CVE-2023-48940 in DaiCuo
Summary
by MITRE • 12/06/2023
A stored cross-site scripting (XSS) vulnerability in /admin.php of DaiCuo v2.5.15 allows attackers to execute arbitrary web scripts or HTML via a crafted payload.
If you want to get best quality of vulnerability data, you may have to visit VulDB.
Analysis
by VulDB Data Team • 03/02/2026
The stored cross-site scripting vulnerability identified as CVE-2023-48940 affects DaiCuo v2.5.15 and represents a critical security flaw in the administrative interface of this content management system. This vulnerability exists within the /admin.php file and allows attackers to inject malicious scripts that persist in the application's database, making it a stored XSS variant rather than a reflected or DOM-based vulnerability. The flaw enables unauthorized individuals to execute arbitrary web scripts or HTML code within the context of other users' browsers who visit the compromised pages. The vulnerability's impact is particularly severe because it operates within the administrative panel, potentially providing attackers with elevated privileges and access to sensitive administrative functions.
The technical implementation of this vulnerability stems from inadequate input validation and output sanitization within the DaiCuo administrative interface. When administrators or users submit data through the /admin.php endpoint, the application fails to properly sanitize user-supplied input before storing it in the database. This allows attackers to embed malicious JavaScript code within form fields, text areas, or other input mechanisms that are subsequently rendered back to users without proper HTML escaping or encoding. The stored nature of this vulnerability means that the malicious payload remains persistent in the system, executing every time the affected page is accessed by any user with sufficient privileges to view the compromised content. This characteristic aligns with CWE-79 which specifically addresses cross-site scripting vulnerabilities and their various forms including stored XSS attacks.
The operational impact of CVE-2023-48940 extends beyond simple script execution and can lead to severe consequences including session hijacking, privilege escalation, data theft, and complete system compromise. Attackers can leverage this vulnerability to steal administrator session cookies, execute commands on behalf of privileged users, modify or delete critical system data, and potentially establish backdoors for persistent access. The vulnerability creates a persistent threat vector that can be exploited by attackers who gain access to the application's administrative interface, potentially leading to full system compromise. According to ATT&CK framework category T1566, this vulnerability represents a technique for initial access through malicious input, while T1059 demonstrates how attackers can use command and scripting interpreters to execute malicious code. The stored nature of the vulnerability also enables more sophisticated attack chains where attackers can first establish persistence through the XSS payload before executing additional malicious activities.

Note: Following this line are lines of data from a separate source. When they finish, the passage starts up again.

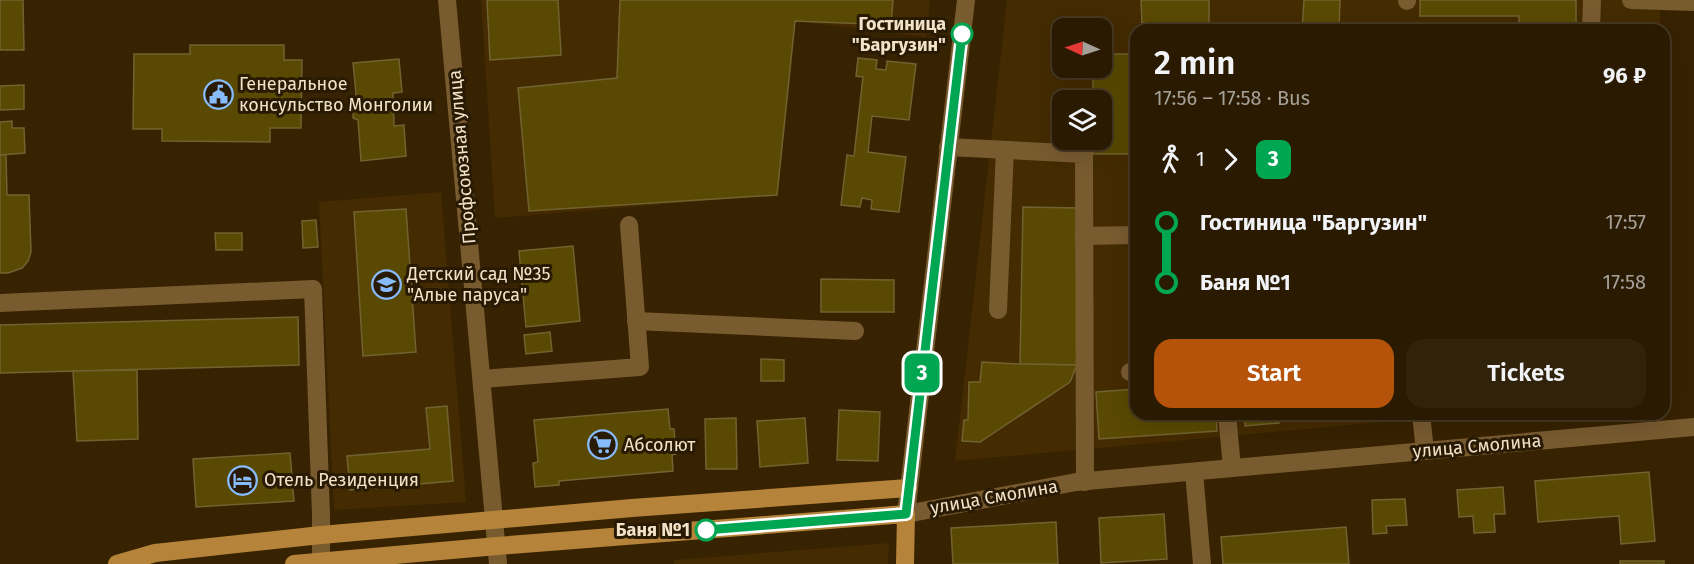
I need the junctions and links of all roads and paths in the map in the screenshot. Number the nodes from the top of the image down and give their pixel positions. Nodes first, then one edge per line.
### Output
1 (447, 0) edge
2 (966, 0) edge
3 (1592, 0) edge
4 (1631, 0) edge
5 (1694, 2) edge
6 (1591, 24) edge
7 (948, 147) junction
8 (1005, 150) junction
9 (629, 225) dead end
10 (1130, 235) edge
11 (1084, 236) junction
12 (0, 303) edge
13 (998, 310) dead end
14 (636, 321) junction
15 (855, 331) dead end
16 (482, 379) junction
17 (1228, 420) edge
18 (1422, 420) edge
19 (1694, 427) edge
20 (1425, 451) junction
21 (1232, 468) junction
22 (1194, 472) junction
23 (1085, 482) junction
24 (909, 488) junction
25 (906, 514) junction
26 (494, 520) junction
27 (321, 535) junction
28 (497, 546) junction
29 (321, 561) junction
30 (117, 564) edge
31 (294, 564) edge
32 (498, 564) edge
33 (905, 564) edge
34 (1202, 564) edge

1 - 16 street, Профсоюзная улица
2 - 7 street
3 - 6 street
4 - 5 street
7 - 8 street
7 - 24 street
8 - 11 street
8 - 13 street
9 - 14 street
10 - 11 street
11 - 23 street
12 - 27 street
14 - 15 street
14 - 16 street
16 - 26 street, Профсоюзная улица
17 - 21 street
18 - 20 street
19 - 20 street, улица Смолина
20 - 21 street, улица Смолина
21 - 22 street, улица Смолина
22 - 23 street, улица Смолина
22 - 34 street
23 - 25 street, улица Смолина
24 - 25 street
24 - 26 main road
25 - 28 main road, улица Смолина
25 - 33 main road
26 - 27 main road
26 - 28 street, Профсоюзная улица
27 - 29 street
27 - 30 main road
28 - 29 main road, улица Смолина
28 - 32 street, Профсоюзная улица
29 - 31 main road, улица Смолина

Organizations using DaiCuo v2.5.15 should immediately implement mitigations including input validation and output encoding for all user-supplied data within administrative interfaces. The most effective immediate solution involves implementing proper HTML escaping and sanitization of all content before storage and rendering, ensuring that any potentially malicious scripts are neutralized before being stored in the database. Additionally, implementing Content Security Policy headers can provide an additional layer of protection by restricting script execution within the application context. Regular security audits and input validation testing should be conducted to identify similar vulnerabilities in other parts of the application. The vulnerability also underscores the importance of keeping all software components updated and patched, as this issue specifically affects version 2.5.15 and likely other versions of the DaiCuo platform. Organizations should also consider implementing web application firewalls and monitoring for suspicious input patterns that might indicate attempted exploitation of similar vulnerabilities. The remediation process should include thorough testing to ensure that the applied fixes do not break existing functionality while effectively neutralizing the XSS threat vector.